(Beginning of SUPPLIED MATERIAL)

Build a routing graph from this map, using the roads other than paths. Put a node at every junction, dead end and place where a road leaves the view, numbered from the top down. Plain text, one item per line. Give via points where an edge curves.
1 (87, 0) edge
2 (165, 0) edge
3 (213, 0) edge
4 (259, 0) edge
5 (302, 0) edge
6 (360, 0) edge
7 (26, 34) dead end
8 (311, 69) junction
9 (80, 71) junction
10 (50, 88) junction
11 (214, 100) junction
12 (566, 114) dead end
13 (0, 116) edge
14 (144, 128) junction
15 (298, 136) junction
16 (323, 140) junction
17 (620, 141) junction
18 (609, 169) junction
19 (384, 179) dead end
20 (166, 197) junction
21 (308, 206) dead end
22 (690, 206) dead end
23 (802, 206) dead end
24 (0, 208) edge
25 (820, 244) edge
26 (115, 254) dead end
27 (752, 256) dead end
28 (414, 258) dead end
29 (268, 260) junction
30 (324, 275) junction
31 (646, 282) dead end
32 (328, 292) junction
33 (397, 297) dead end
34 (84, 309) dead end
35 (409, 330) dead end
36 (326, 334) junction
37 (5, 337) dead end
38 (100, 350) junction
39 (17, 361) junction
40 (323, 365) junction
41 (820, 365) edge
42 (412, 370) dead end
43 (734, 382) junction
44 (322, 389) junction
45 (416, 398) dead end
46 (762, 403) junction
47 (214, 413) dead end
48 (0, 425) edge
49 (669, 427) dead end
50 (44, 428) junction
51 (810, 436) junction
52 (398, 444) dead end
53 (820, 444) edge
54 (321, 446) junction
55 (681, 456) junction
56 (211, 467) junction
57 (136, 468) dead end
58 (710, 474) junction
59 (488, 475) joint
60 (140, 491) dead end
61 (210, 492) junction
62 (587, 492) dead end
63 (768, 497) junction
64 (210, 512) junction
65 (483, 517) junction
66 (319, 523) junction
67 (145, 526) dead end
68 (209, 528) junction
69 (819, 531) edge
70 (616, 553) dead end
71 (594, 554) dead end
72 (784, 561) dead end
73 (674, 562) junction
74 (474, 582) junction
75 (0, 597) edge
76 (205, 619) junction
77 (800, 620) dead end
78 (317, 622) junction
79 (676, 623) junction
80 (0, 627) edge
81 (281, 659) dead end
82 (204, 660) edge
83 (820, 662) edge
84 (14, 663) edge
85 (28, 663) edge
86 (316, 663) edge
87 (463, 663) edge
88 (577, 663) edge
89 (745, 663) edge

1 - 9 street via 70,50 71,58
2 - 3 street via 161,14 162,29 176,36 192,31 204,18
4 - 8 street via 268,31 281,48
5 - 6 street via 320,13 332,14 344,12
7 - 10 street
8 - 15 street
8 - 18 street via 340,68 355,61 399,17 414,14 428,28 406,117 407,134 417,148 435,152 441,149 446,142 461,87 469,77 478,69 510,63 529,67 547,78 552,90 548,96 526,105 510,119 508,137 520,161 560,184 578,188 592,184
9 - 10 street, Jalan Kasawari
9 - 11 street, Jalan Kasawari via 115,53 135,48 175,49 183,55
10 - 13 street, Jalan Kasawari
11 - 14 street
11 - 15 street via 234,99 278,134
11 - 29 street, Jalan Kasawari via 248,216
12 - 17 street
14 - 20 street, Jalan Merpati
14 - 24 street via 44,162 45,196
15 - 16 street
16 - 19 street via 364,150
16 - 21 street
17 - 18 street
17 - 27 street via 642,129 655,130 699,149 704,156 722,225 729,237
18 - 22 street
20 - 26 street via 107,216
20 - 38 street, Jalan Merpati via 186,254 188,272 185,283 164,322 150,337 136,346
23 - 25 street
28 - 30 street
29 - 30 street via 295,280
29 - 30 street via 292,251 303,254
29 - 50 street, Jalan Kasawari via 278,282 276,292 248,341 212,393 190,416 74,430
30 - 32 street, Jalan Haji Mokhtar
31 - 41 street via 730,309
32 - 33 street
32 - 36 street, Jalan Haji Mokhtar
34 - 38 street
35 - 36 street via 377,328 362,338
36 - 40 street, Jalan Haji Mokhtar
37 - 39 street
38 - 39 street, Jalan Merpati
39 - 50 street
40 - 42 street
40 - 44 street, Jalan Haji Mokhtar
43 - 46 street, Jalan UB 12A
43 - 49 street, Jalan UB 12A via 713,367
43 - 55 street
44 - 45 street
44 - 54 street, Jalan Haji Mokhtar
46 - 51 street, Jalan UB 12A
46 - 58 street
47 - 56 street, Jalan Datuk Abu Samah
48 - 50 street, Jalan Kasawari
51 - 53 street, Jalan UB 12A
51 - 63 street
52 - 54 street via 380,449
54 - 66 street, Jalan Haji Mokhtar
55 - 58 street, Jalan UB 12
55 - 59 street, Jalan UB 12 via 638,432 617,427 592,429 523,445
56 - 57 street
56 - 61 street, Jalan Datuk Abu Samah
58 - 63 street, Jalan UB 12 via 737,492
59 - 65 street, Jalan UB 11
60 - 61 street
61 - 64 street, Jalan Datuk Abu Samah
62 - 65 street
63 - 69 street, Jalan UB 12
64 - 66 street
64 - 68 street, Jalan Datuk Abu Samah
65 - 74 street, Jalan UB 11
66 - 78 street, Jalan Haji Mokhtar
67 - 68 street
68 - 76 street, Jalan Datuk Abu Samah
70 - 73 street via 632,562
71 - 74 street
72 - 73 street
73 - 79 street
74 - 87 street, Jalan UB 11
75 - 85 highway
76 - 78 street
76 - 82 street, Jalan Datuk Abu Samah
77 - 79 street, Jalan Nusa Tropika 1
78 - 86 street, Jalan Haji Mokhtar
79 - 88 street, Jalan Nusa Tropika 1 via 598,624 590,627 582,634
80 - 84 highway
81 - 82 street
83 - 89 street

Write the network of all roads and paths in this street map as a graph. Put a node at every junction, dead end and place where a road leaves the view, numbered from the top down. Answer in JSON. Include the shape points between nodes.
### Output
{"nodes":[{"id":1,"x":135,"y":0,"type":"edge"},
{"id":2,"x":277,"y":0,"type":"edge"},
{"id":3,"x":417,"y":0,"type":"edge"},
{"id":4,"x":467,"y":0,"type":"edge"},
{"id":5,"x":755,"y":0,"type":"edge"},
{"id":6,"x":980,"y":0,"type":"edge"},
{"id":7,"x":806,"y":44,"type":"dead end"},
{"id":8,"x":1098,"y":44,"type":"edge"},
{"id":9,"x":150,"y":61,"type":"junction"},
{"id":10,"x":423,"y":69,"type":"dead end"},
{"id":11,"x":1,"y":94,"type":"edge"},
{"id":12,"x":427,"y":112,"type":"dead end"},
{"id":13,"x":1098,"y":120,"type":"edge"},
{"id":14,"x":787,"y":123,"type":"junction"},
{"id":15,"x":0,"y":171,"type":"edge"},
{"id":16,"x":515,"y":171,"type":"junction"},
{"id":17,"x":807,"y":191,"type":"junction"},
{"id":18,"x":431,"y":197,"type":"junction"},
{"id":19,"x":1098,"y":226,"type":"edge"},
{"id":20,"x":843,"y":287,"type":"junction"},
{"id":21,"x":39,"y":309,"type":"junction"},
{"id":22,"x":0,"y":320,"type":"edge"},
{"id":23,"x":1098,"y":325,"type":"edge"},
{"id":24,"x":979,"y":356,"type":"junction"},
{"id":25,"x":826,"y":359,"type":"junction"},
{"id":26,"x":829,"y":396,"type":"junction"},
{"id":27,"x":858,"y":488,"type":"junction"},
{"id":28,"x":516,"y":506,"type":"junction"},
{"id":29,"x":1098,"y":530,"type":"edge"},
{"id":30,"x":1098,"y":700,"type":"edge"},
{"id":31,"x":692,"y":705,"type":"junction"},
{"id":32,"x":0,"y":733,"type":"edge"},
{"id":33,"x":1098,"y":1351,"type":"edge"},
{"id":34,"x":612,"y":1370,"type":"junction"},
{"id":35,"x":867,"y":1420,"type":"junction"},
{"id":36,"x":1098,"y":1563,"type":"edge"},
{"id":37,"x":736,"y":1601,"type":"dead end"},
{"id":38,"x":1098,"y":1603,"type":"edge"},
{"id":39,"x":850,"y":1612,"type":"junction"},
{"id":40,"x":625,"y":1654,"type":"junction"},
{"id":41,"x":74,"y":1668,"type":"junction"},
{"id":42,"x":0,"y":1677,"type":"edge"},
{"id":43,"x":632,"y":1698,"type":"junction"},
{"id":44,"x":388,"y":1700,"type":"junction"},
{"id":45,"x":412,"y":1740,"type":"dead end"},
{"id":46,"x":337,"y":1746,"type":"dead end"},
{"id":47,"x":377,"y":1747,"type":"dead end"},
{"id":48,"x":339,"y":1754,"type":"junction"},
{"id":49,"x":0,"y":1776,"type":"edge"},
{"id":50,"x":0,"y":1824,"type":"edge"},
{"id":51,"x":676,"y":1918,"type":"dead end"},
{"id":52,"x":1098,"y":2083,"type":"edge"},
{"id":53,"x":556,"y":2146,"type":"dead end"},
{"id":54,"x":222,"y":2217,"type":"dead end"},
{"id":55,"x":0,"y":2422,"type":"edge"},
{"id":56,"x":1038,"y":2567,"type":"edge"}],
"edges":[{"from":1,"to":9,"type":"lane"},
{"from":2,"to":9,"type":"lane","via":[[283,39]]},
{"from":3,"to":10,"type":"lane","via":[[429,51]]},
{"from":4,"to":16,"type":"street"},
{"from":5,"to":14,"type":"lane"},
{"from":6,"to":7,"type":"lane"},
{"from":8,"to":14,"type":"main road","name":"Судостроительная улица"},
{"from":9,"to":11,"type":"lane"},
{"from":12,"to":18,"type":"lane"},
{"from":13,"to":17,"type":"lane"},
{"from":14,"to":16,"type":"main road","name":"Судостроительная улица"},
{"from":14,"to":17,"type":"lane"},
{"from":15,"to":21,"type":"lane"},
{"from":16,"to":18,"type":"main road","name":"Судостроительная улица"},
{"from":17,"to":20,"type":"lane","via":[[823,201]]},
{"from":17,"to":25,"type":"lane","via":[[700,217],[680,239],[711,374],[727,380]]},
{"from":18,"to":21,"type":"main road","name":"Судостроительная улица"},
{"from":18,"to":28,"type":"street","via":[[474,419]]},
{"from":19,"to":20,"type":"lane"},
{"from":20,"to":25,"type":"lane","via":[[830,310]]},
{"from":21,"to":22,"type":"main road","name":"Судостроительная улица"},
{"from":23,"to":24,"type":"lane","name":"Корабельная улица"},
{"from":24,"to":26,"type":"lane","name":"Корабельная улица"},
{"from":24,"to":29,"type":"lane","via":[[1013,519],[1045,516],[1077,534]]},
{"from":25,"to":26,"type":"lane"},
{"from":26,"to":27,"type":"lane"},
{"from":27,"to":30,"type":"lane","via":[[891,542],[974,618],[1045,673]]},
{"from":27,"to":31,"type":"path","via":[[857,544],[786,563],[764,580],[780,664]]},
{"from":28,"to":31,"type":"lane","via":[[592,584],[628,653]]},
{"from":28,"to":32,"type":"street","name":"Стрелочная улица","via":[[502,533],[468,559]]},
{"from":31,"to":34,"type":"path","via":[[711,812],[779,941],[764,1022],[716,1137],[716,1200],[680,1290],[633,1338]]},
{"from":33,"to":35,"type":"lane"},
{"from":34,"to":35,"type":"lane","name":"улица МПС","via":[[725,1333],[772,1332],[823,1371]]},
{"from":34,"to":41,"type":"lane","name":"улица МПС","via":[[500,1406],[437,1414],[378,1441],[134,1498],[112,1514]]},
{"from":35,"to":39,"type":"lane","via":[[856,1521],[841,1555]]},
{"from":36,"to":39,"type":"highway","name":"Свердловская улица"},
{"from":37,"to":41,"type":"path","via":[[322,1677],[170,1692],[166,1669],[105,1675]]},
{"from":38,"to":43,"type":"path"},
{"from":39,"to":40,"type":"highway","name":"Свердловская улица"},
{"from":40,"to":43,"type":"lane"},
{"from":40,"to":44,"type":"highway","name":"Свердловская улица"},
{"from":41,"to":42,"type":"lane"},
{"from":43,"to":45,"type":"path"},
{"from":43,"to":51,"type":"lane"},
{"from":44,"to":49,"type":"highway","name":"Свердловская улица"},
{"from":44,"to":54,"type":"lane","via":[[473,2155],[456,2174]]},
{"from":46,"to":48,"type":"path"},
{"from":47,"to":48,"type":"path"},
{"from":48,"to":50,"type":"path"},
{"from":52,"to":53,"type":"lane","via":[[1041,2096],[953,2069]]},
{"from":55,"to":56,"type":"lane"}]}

(End of SUPPLIED MATERIAL)

With no other words, report how many lines in the entries hold the string "points".

## EXPECTED OUTPUT:
2